▶ Data supplied:

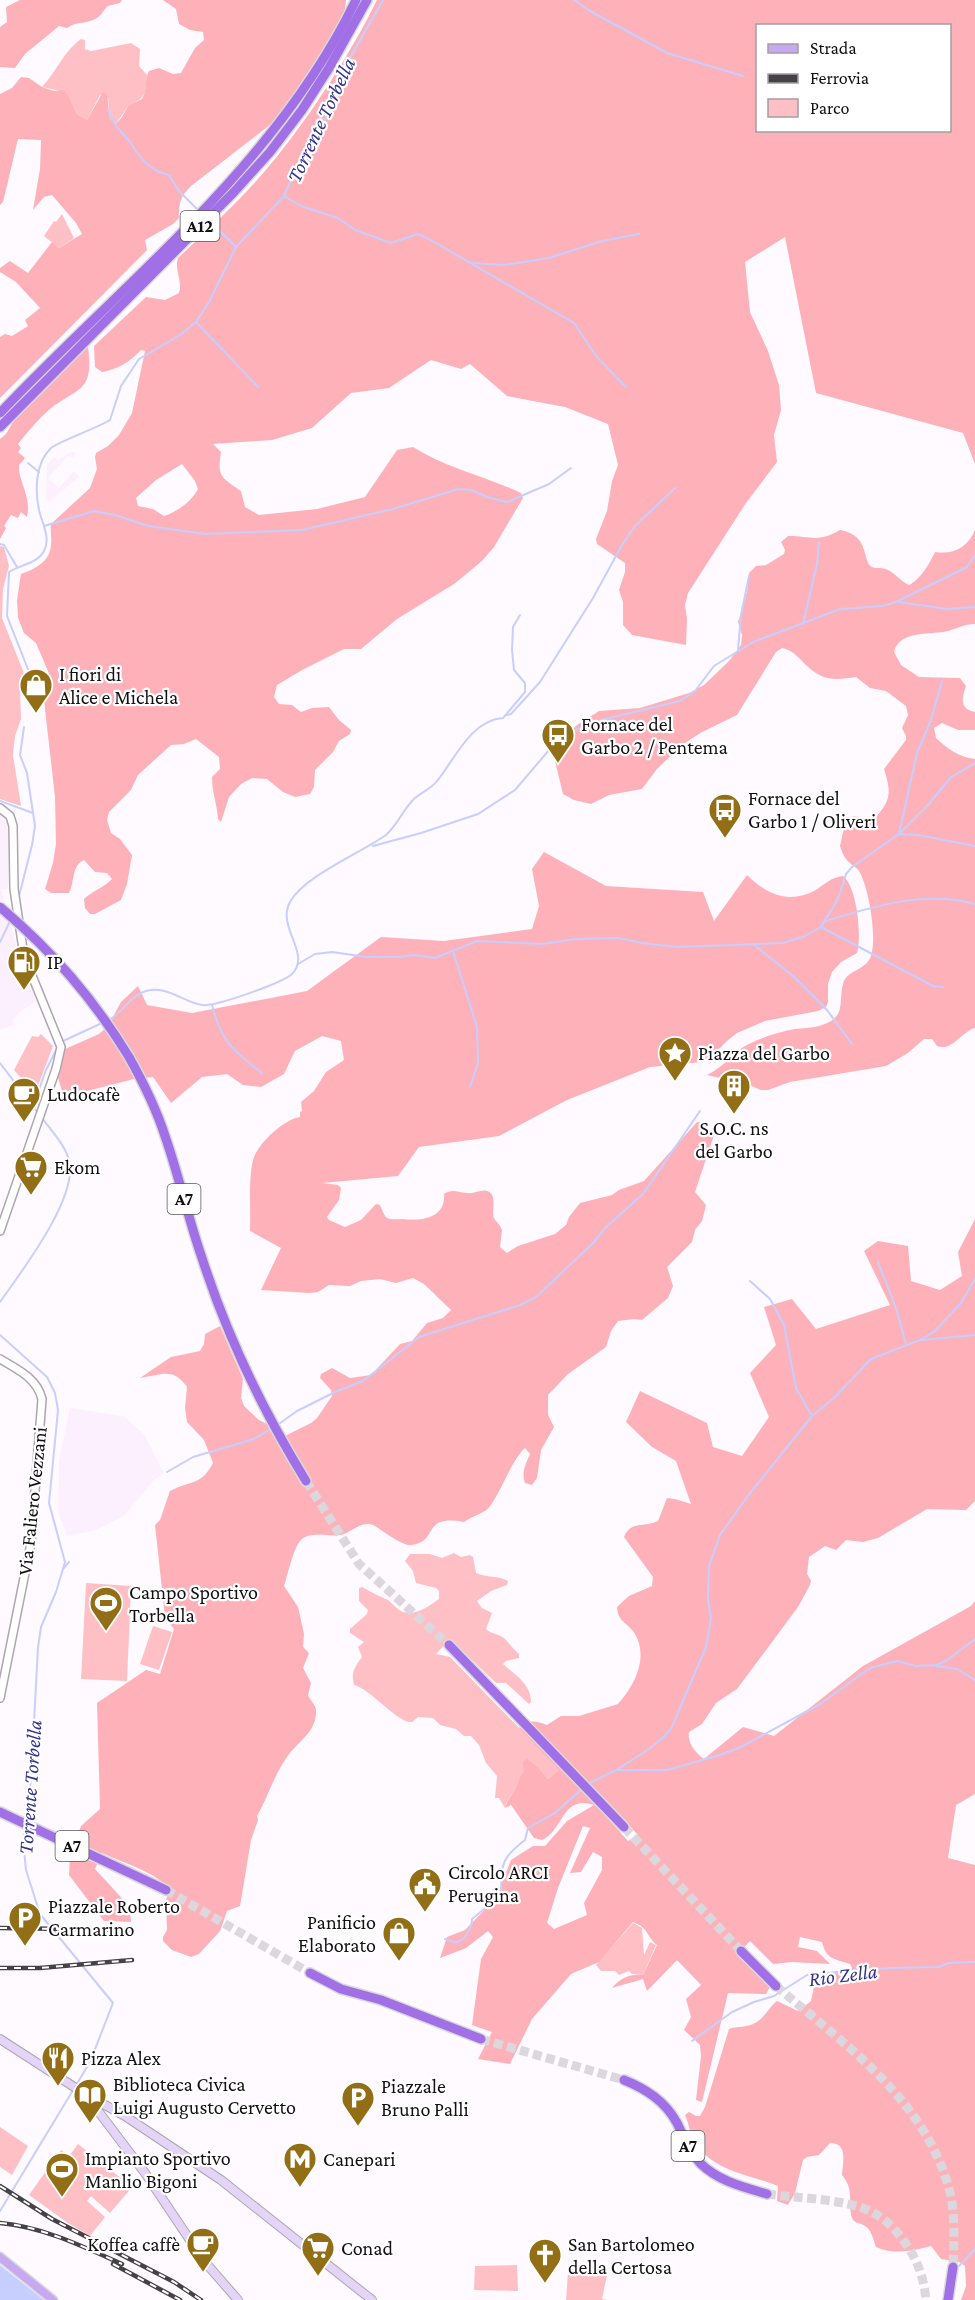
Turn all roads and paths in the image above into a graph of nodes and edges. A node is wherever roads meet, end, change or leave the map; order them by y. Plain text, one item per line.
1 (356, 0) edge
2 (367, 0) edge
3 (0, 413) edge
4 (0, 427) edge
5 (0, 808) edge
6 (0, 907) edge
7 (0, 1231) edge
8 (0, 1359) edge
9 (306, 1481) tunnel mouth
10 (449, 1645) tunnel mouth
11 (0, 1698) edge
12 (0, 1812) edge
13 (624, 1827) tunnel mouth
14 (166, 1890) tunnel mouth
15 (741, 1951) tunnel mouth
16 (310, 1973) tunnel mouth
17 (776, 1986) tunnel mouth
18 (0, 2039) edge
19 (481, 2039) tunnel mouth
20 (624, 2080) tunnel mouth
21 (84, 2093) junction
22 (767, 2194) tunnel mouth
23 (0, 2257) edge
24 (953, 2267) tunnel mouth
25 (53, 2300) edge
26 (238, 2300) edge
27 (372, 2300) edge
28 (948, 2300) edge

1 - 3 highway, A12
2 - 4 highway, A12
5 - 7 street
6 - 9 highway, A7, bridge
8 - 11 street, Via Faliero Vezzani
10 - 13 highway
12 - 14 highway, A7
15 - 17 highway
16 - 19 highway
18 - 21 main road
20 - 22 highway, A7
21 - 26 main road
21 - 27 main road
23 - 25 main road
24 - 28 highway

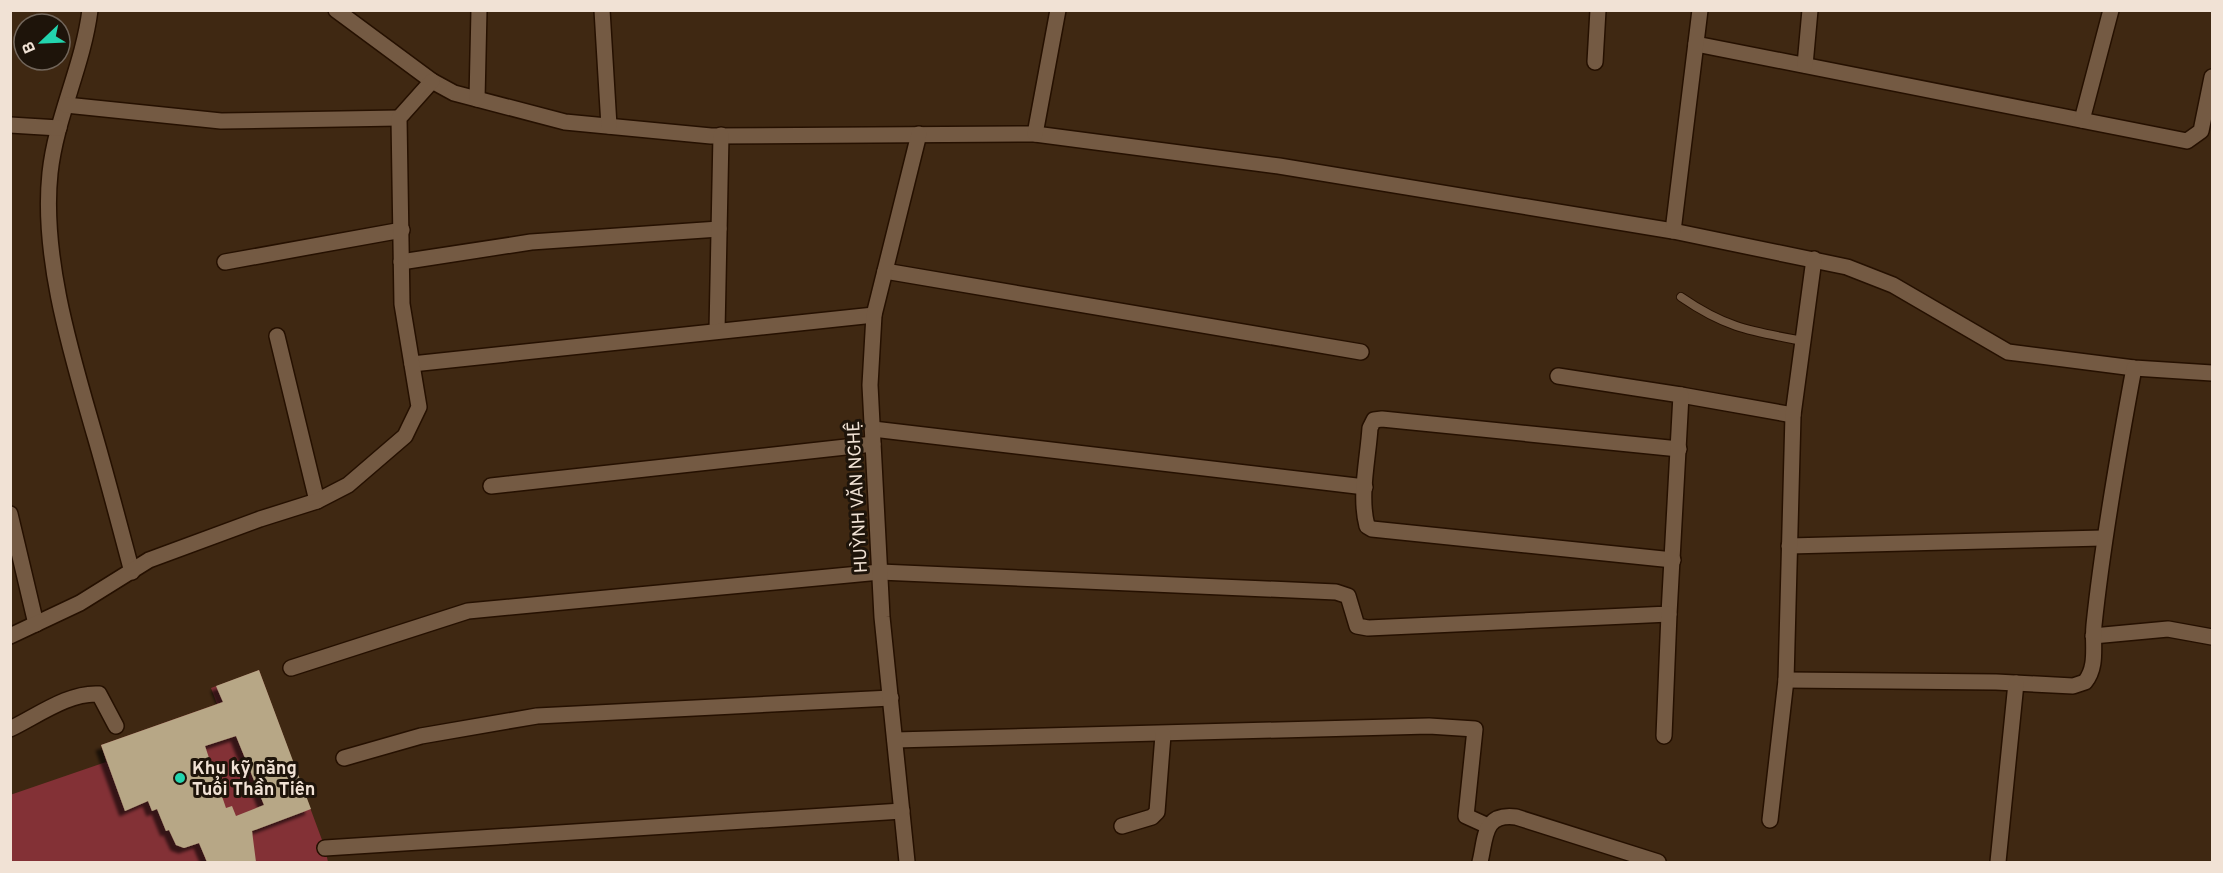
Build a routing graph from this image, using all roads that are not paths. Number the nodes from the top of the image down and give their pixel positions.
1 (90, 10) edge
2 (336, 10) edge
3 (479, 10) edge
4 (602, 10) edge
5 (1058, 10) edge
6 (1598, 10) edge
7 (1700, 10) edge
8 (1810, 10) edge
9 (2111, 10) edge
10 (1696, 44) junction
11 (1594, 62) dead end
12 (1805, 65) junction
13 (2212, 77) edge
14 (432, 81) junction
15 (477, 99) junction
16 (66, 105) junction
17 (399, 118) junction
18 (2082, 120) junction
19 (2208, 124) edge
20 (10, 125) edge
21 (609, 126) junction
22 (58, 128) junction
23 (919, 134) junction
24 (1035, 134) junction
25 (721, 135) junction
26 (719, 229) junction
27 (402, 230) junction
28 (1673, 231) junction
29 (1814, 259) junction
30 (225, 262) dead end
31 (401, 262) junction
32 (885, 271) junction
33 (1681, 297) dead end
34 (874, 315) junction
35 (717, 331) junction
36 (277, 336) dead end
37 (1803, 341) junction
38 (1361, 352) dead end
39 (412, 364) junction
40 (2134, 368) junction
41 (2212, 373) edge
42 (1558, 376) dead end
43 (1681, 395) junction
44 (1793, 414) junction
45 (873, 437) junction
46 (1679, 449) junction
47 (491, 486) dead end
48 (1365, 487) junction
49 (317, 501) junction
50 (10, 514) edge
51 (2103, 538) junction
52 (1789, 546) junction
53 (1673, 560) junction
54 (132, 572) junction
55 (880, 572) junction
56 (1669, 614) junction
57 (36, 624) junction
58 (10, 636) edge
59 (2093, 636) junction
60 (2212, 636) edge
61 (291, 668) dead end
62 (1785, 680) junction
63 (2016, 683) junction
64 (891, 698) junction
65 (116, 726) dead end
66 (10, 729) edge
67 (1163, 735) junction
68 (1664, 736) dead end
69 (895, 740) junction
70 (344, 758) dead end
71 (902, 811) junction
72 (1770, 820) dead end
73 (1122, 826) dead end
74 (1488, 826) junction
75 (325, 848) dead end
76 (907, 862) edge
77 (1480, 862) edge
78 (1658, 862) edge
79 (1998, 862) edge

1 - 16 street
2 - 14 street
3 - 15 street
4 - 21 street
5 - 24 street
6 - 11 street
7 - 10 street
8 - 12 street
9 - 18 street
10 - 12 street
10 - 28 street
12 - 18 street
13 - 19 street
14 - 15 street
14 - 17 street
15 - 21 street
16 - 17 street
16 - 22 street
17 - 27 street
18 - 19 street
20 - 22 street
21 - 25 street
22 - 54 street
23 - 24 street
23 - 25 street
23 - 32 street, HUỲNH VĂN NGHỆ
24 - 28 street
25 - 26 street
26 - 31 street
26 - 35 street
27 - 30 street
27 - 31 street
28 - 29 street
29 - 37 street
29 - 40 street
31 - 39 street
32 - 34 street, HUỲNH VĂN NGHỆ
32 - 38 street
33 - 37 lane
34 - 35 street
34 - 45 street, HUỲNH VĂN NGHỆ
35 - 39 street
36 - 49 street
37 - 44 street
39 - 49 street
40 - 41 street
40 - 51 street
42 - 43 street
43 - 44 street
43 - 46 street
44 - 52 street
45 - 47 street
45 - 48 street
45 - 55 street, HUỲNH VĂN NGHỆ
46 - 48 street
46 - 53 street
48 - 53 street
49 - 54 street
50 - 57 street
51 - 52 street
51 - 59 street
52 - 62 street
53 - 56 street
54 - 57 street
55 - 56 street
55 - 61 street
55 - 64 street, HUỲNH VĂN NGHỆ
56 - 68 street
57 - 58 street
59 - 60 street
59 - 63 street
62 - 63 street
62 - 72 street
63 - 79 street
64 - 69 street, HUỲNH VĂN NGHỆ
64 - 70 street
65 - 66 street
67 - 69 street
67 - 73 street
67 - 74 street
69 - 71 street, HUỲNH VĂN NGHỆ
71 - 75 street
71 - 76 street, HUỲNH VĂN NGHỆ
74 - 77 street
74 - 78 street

▶ Assignment:
The material must be returned exactly, with its pictures omitted.

▶ Written response:
Turn all roads and paths in the image above into a graph of nodes and edges. A node is wherever roads meet, end, change or leave the map; order them by y. Plain text, one item per line.
1 (356, 0) edge
2 (367, 0) edge
3 (0, 413) edge
4 (0, 427) edge
5 (0, 808) edge
6 (0, 907) edge
7 (0, 1231) edge
8 (0, 1359) edge
9 (306, 1481) tunnel mouth
10 (449, 1645) tunnel mouth
11 (0, 1698) edge
12 (0, 1812) edge
13 (624, 1827) tunnel mouth
14 (166, 1890) tunnel mouth
15 (741, 1951) tunnel mouth
16 (310, 1973) tunnel mouth
17 (776, 1986) tunnel mouth
18 (0, 2039) edge
19 (481, 2039) tunnel mouth
20 (624, 2080) tunnel mouth
21 (84, 2093) junction
22 (767, 2194) tunnel mouth
23 (0, 2257) edge
24 (953, 2267) tunnel mouth
25 (53, 2300) edge
26 (238, 2300) edge
27 (372, 2300) edge
28 (948, 2300) edge

1 - 3 highway, A12
2 - 4 highway, A12
5 - 7 street
6 - 9 highway, A7, bridge
8 - 11 street, Via Faliero Vezzani
10 - 13 highway
12 - 14 highway, A7
15 - 17 highway
16 - 19 highway
18 - 21 main road
20 - 22 highway, A7
21 - 26 main road
21 - 27 main road
23 - 25 main road
24 - 28 highway

Build a routing graph from this image, using all roads that are not paths. Number the nodes from the top of the image down and give their pixel positions.
1 (90, 10) edge
2 (336, 10) edge
3 (479, 10) edge
4 (602, 10) edge
5 (1058, 10) edge
6 (1598, 10) edge
7 (1700, 10) edge
8 (1810, 10) edge
9 (2111, 10) edge
10 (1696, 44) junction
11 (1594, 62) dead end
12 (1805, 65) junction
13 (2212, 77) edge
14 (432, 81) junction
15 (477, 99) junction
16 (66, 105) junction
17 (399, 118) junction
18 (2082, 120) junction
19 (2208, 124) edge
20 (10, 125) edge
21 (609, 126) junction
22 (58, 128) junction
23 (919, 134) junction
24 (1035, 134) junction
25 (721, 135) junction
26 (719, 229) junction
27 (402, 230) junction
28 (1673, 231) junction
29 (1814, 259) junction
30 (225, 262) dead end
31 (401, 262) junction
32 (885, 271) junction
33 (1681, 297) dead end
34 (874, 315) junction
35 (717, 331) junction
36 (277, 336) dead end
37 (1803, 341) junction
38 (1361, 352) dead end
39 (412, 364) junction
40 (2134, 368) junction
41 (2212, 373) edge
42 (1558, 376) dead end
43 (1681, 395) junction
44 (1793, 414) junction
45 (873, 437) junction
46 (1679, 449) junction
47 (491, 486) dead end
48 (1365, 487) junction
49 (317, 501) junction
50 (10, 514) edge
51 (2103, 538) junction
52 (1789, 546) junction
53 (1673, 560) junction
54 (132, 572) junction
55 (880, 572) junction
56 (1669, 614) junction
57 (36, 624) junction
58 (10, 636) edge
59 (2093, 636) junction
60 (2212, 636) edge
61 (291, 668) dead end
62 (1785, 680) junction
63 (2016, 683) junction
64 (891, 698) junction
65 (116, 726) dead end
66 (10, 729) edge
67 (1163, 735) junction
68 (1664, 736) dead end
69 (895, 740) junction
70 (344, 758) dead end
71 (902, 811) junction
72 (1770, 820) dead end
73 (1122, 826) dead end
74 (1488, 826) junction
75 (325, 848) dead end
76 (907, 862) edge
77 (1480, 862) edge
78 (1658, 862) edge
79 (1998, 862) edge

1 - 16 street
2 - 14 street
3 - 15 street
4 - 21 street
5 - 24 street
6 - 11 street
7 - 10 street
8 - 12 street
9 - 18 street
10 - 12 street
10 - 28 street
12 - 18 street
13 - 19 street
14 - 15 street
14 - 17 street
15 - 21 street
16 - 17 street
16 - 22 street
17 - 27 street
18 - 19 street
20 - 22 street
21 - 25 street
22 - 54 street
23 - 24 street
23 - 25 street
23 - 32 street, HUỲNH VĂN NGHỆ
24 - 28 street
25 - 26 street
26 - 31 street
26 - 35 street
27 - 30 street
27 - 31 street
28 - 29 street
29 - 37 street
29 - 40 street
31 - 39 street
32 - 34 street, HUỲNH VĂN NGHỆ
32 - 38 street
33 - 37 lane
34 - 35 street
34 - 45 street, HUỲNH VĂN NGHỆ
35 - 39 street
36 - 49 street
37 - 44 street
39 - 49 street
40 - 41 street
40 - 51 street
42 - 43 street
43 - 44 street
43 - 46 street
44 - 52 street
45 - 47 street
45 - 48 street
45 - 55 street, HUỲNH VĂN NGHỆ
46 - 48 street
46 - 53 street
48 - 53 street
49 - 54 street
50 - 57 street
51 - 52 street
51 - 59 street
52 - 62 street
53 - 56 street
54 - 57 street
55 - 56 street
55 - 61 street
55 - 64 street, HUỲNH VĂN NGHỆ
56 - 68 street
57 - 58 street
59 - 60 street
59 - 63 street
62 - 63 street
62 - 72 street
63 - 79 street
64 - 69 street, HUỲNH VĂN NGHỆ
64 - 70 street
65 - 66 street
67 - 69 street
67 - 73 street
67 - 74 street
69 - 71 street, HUỲNH VĂN NGHỆ
71 - 75 street
71 - 76 street, HUỲNH VĂN NGHỆ
74 - 77 street
74 - 78 street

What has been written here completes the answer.